RE: Finite state machines? UTF8: toFold(), normalisation, etc

From: Marco Cimarosti (marco.cimarosti@essetre.it)
Date: Mon May 05 2003 - 12:28:10 EDT

Next message: Theodore H. Smith: "Re: Finite state machines? UTF8: toFold(), normalisation, etc"

Previous message: Marco Cimarosti: "RE: character "stories""
Maybe in reply to: Theodore H. Smith: "Finite state machines? UTF8: toFold(), normalisation, etc"
Next in thread: Theodore H. Smith: "Re: Finite state machines? UTF8: toFold(), normalisation, etc"
Reply: Theodore H. Smith: "Re: Finite state machines? UTF8: toFold(), normalisation, etc"
Messages sorted by: [ date ] [ thread ] [ subject ] [ author ] [ attachment ]
Mail actions: [ respond to this message ] [ mail a new topic ]

Theodore H. Smith wrote:
> For example, a good finite state machine for my use, could
> extract some kind of about ASCII from the Unicode databases, that
> to lowercase something, you add 32 but only if the char is from
> 65 to 97.

There are several other runs of Latin, Greek, Cyrillic and other alphabets
that can be upper/lower-cased adding a constant. You can encode each one of
these runs with just 5 bytes:

- Code of first character -- 3 bytes unsigned
(e.g., for ASCII upper-casing: 0, 0, 97);

- Length of run -- 1 byte unsigned
(e.g., for ASCII upper-casing: 26)

- Constant to add -- 1 byte signed
(e.g., for ASCII upper-casing: -32)

If you search key also includes a mask to test for odd/even codes, this can
also work for several runs in Latin Extended-A/B, Latin Extended Additional,
and Greek Extended, where each capital is followed by its minuscule (in this
case, the constant to add is always +1 or -1, so you just need a one-bit
flag for storing the sign).

However, notice that not all case conversions can be done with this
technique, so you should think ahead for a slower but more general mechanism
for edge cases. E.g.:

- a single character corresponds to a *string* of characters in the
other case
(e.g.: "ß" [U+00DF] -> "SS" [U+0053 U+0053]);

- the other-case equivalent depends on language
(e.g.: "i" [U+0069] -> "?" [U+0130] in Turkish, but "I" [U+0049]
in other languages);

- the other-case equivalent depends on document's age
(e.g.:. all Georgian lower-case letters: they have an upper-case
equivalent only in ancient Georgian).

> Is that the way to go about it?

Well, it's your library, so that's up to you... :-)

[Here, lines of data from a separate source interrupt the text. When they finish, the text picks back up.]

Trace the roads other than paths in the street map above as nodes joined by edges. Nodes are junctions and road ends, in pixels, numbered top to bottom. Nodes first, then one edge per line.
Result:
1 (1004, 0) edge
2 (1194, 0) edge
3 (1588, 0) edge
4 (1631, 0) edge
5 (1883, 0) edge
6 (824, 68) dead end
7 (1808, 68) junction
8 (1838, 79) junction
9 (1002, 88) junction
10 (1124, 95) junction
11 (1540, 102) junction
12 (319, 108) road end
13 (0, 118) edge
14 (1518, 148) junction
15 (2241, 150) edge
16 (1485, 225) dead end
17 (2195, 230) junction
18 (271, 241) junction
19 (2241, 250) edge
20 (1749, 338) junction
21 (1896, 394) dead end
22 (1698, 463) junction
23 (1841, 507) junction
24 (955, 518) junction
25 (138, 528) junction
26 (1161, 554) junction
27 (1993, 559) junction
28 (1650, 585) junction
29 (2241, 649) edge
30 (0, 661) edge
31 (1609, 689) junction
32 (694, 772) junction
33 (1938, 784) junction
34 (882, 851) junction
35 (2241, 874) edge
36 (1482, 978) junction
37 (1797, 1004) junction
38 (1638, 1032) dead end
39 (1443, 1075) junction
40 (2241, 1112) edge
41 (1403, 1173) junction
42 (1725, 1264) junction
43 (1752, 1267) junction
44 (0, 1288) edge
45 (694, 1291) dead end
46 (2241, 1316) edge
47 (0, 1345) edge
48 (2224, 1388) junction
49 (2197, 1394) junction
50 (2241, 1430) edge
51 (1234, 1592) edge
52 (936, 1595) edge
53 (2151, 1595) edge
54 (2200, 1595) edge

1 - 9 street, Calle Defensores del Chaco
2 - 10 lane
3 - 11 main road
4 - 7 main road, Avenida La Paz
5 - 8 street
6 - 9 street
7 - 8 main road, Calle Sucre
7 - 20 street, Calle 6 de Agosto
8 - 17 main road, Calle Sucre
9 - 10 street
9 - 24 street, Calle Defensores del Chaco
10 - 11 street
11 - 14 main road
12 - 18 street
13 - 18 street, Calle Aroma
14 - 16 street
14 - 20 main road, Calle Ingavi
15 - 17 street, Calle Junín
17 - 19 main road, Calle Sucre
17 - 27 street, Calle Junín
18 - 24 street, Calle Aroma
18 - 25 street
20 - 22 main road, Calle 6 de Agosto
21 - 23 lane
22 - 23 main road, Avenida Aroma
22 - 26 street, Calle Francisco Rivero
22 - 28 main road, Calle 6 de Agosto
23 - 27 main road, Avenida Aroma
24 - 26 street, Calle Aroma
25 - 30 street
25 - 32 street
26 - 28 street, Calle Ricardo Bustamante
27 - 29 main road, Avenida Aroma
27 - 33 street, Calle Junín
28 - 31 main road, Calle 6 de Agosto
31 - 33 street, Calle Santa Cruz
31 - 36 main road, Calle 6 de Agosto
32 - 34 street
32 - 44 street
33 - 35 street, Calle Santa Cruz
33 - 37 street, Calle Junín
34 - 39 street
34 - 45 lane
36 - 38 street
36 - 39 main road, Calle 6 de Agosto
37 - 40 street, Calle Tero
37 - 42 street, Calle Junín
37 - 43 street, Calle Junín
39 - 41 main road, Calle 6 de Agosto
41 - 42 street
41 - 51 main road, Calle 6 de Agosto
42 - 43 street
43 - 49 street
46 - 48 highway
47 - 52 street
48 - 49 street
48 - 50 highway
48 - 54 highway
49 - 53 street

Another thing to keep in mind is that Unicode Data change often, so it is
better if your property databases are (a) files external to the program and
(b) automatically generated from Unicode's text files.

_ Marco

Next message: Theodore H. Smith: "Re: Finite state machines? UTF8: toFold(), normalisation, etc"
Previous message: Marco Cimarosti: "RE: character "stories""
Maybe in reply to: Theodore H. Smith: "Finite state machines? UTF8: toFold(), normalisation, etc"
Next in thread: Theodore H. Smith: "Re: Finite state machines? UTF8: toFold(), normalisation, etc"
Reply: Theodore H. Smith: "Re: Finite state machines? UTF8: toFold(), normalisation, etc"
Messages sorted by: [ date ] [ thread ] [ subject ] [ author ] [ attachment ]
Mail actions: [ respond to this message ] [ mail a new topic ]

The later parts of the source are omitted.